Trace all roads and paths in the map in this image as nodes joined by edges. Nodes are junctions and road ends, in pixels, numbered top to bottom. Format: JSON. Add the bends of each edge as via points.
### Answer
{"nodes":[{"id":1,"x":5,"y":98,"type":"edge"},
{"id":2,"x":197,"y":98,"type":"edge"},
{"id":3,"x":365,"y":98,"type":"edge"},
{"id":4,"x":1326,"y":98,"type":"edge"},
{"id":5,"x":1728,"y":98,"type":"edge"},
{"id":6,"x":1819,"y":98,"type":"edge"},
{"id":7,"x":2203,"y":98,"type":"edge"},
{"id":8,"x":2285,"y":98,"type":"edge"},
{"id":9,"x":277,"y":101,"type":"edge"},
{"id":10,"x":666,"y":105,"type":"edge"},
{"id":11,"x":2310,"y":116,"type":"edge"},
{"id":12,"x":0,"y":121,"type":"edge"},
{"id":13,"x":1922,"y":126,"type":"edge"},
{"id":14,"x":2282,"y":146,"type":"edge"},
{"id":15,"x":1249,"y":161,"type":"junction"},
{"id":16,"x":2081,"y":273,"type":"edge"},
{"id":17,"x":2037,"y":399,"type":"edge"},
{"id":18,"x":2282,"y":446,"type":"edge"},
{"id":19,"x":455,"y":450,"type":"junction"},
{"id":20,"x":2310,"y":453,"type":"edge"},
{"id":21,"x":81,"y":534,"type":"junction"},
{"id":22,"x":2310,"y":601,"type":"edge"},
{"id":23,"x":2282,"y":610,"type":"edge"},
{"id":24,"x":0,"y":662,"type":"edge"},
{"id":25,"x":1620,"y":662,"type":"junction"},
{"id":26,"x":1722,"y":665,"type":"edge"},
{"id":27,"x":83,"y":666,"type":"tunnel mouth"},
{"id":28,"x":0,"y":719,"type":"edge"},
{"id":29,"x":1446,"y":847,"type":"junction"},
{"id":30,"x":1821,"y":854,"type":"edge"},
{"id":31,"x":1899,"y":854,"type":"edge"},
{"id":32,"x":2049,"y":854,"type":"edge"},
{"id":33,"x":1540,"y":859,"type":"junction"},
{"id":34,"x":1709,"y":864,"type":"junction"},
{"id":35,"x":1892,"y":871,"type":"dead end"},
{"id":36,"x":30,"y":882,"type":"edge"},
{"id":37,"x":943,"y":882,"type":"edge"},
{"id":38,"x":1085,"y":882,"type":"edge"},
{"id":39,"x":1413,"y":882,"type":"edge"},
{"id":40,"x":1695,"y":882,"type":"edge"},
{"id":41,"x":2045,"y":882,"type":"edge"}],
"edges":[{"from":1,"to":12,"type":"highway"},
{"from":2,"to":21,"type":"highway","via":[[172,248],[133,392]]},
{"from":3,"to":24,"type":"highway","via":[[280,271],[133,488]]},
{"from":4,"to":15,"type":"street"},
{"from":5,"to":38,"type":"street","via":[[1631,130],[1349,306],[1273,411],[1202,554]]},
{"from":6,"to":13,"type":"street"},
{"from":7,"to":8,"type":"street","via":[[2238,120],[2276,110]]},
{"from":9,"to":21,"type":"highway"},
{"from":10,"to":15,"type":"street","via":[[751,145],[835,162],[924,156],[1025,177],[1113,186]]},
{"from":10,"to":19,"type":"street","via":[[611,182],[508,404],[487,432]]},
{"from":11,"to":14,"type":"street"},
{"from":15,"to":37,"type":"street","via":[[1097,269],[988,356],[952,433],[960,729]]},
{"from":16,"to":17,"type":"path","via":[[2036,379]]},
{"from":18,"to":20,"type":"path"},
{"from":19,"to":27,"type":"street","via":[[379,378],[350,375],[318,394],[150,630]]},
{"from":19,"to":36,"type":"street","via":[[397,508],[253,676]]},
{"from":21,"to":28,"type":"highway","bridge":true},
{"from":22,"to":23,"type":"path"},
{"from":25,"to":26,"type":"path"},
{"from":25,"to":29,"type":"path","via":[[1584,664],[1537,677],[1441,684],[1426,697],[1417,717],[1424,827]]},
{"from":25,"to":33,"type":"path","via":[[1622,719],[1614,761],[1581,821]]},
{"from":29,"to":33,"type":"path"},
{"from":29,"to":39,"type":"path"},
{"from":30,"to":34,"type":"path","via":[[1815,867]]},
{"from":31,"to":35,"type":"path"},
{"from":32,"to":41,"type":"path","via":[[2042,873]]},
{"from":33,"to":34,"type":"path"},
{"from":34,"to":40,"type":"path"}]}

━━━

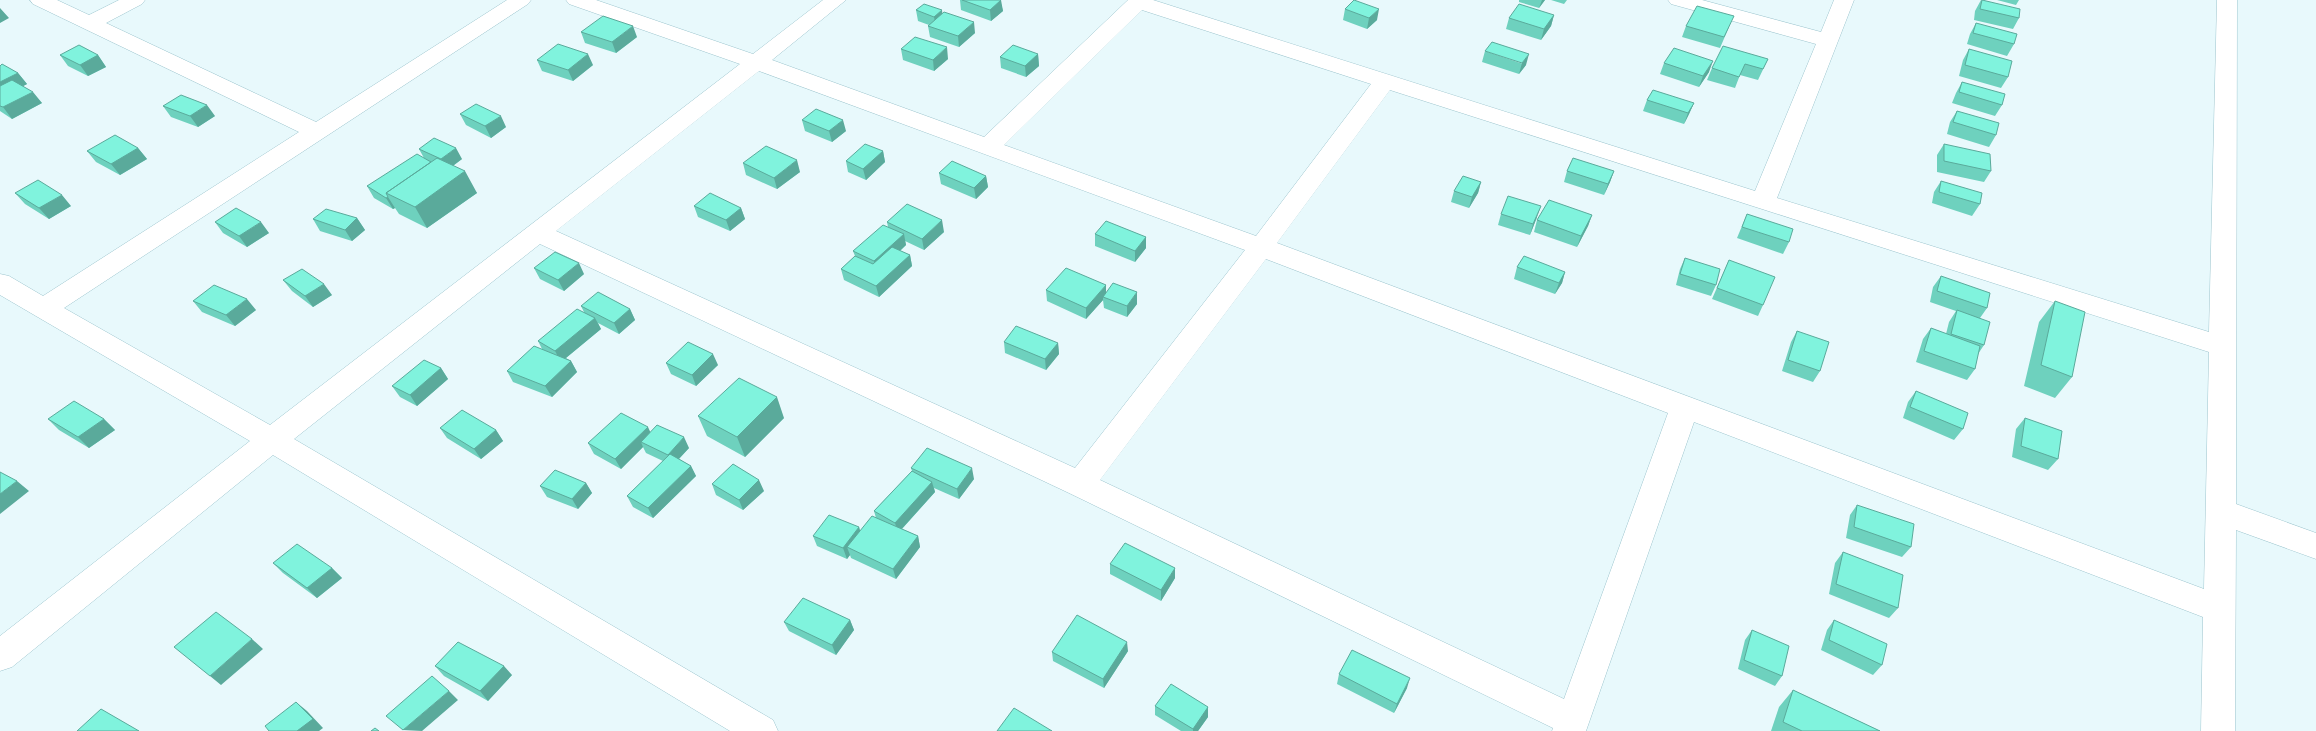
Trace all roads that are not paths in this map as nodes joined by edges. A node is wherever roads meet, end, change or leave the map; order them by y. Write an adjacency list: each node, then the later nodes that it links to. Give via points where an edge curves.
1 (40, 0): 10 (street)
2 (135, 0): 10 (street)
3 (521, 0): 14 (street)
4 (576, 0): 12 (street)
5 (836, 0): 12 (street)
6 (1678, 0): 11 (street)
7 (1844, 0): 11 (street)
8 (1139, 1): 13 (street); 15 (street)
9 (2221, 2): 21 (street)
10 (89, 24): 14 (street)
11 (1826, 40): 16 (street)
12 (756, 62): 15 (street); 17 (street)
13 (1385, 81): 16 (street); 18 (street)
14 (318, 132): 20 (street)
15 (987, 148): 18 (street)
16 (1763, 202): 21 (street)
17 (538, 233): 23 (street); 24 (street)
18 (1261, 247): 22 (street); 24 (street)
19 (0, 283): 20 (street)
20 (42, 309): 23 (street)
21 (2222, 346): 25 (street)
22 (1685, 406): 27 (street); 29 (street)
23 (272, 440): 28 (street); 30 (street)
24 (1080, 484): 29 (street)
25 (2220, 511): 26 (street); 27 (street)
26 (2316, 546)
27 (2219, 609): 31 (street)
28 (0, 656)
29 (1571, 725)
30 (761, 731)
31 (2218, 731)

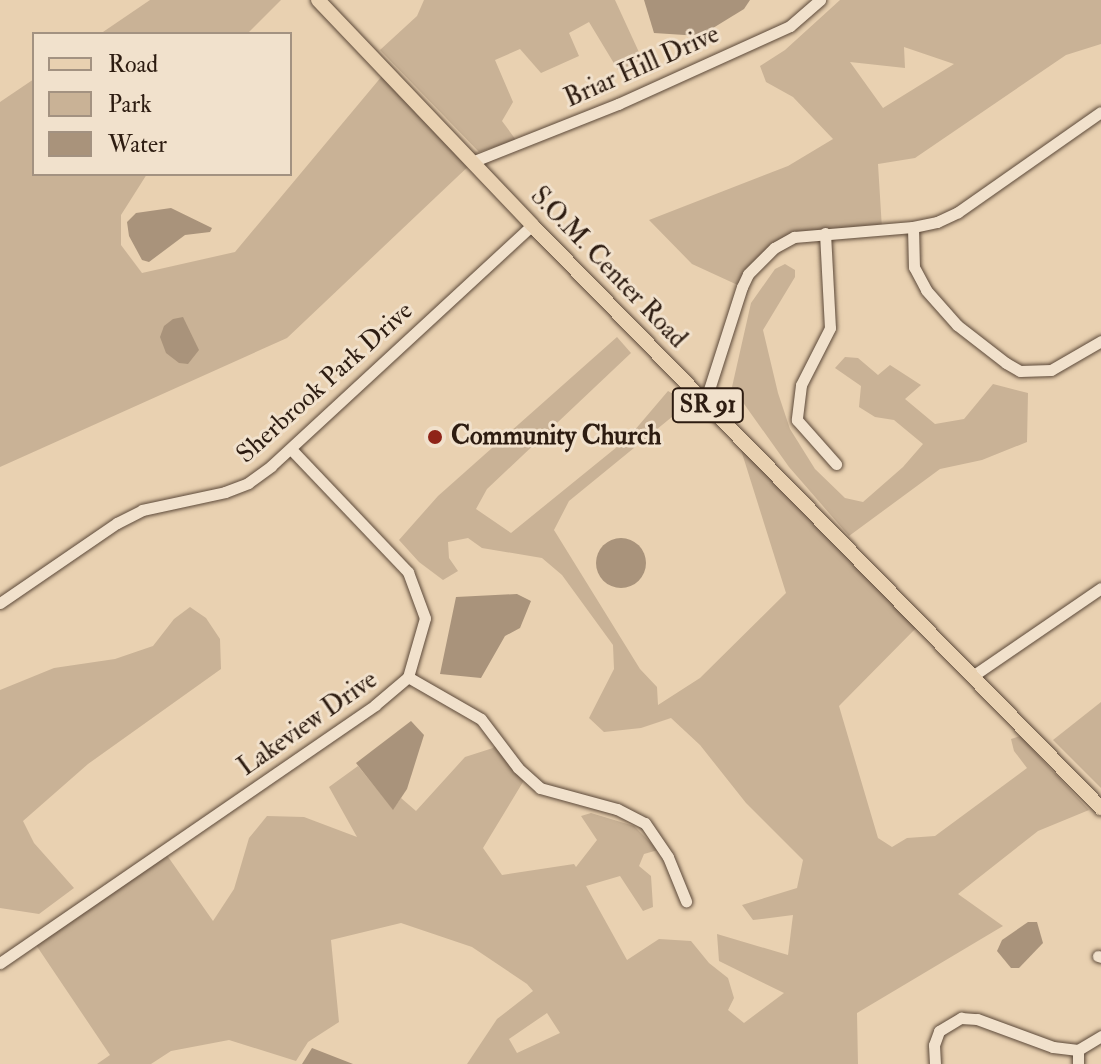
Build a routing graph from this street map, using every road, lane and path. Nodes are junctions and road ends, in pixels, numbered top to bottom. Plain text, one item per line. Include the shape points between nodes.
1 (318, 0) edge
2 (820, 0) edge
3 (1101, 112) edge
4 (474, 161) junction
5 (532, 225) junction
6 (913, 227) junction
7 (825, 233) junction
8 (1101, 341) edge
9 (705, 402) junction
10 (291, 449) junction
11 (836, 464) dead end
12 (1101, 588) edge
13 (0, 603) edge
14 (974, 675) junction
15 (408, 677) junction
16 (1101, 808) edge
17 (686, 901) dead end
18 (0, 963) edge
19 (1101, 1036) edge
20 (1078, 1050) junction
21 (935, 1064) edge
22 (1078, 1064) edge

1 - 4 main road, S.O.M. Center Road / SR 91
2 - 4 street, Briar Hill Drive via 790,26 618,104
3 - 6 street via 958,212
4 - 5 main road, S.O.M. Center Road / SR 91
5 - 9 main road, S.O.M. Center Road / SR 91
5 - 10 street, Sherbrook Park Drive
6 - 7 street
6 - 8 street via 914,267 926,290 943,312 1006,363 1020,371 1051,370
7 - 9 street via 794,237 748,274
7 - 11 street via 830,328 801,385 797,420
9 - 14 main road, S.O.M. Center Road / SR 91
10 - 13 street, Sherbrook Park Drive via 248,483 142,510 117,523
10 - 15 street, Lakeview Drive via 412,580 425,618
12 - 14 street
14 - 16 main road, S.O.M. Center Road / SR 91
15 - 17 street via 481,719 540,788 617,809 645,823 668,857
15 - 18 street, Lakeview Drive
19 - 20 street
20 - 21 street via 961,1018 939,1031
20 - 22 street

━━━

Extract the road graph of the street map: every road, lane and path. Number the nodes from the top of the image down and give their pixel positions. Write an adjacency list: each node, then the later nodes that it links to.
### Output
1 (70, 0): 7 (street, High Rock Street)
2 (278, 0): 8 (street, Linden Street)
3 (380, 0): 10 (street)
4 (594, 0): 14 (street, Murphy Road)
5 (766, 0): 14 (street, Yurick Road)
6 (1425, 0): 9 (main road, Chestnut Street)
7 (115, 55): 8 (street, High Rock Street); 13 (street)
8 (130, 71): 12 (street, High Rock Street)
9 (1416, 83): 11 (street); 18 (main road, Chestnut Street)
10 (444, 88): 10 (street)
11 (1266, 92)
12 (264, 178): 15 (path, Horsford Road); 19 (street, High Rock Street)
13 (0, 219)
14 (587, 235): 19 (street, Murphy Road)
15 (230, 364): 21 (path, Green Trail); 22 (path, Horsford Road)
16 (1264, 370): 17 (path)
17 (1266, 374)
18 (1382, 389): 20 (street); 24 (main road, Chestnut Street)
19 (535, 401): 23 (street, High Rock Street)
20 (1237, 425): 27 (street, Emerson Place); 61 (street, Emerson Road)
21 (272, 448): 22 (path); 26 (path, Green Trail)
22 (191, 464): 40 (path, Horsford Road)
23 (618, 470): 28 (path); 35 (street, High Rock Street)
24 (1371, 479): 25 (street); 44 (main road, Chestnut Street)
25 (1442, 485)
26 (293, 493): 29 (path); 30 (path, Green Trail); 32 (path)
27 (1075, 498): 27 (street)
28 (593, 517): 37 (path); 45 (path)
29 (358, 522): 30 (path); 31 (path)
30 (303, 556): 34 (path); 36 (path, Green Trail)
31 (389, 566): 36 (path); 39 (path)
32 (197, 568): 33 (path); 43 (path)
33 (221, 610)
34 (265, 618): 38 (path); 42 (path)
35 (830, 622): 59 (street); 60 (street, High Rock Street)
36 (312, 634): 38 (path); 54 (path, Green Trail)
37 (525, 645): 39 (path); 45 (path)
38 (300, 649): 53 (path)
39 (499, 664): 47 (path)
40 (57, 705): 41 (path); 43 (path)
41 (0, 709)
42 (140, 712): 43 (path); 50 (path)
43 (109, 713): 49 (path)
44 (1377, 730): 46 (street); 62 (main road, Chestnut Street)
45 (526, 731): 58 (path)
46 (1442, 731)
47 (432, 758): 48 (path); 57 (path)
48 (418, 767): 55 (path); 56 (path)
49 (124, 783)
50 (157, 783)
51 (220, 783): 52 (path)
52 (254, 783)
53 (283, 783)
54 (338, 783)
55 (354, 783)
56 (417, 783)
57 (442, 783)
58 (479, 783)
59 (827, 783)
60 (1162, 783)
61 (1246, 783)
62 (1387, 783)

━━━

## [Work item]
Look for "image" in each line of the material, then copy the lines where it is found.

## [Answer section]
Trace all roads and paths in the map in this image as nodes joined by edges. Nodes are junctions and road ends, in pixels, numbered top to bottom. Format: JSON. Add the bends of each edge as via points.
Extract the road graph of the street map: every road, lane and path. Number the nodes from the top of the image down and give their pixel positions. Write an adjacency list: each node, then the later nodes that it links to.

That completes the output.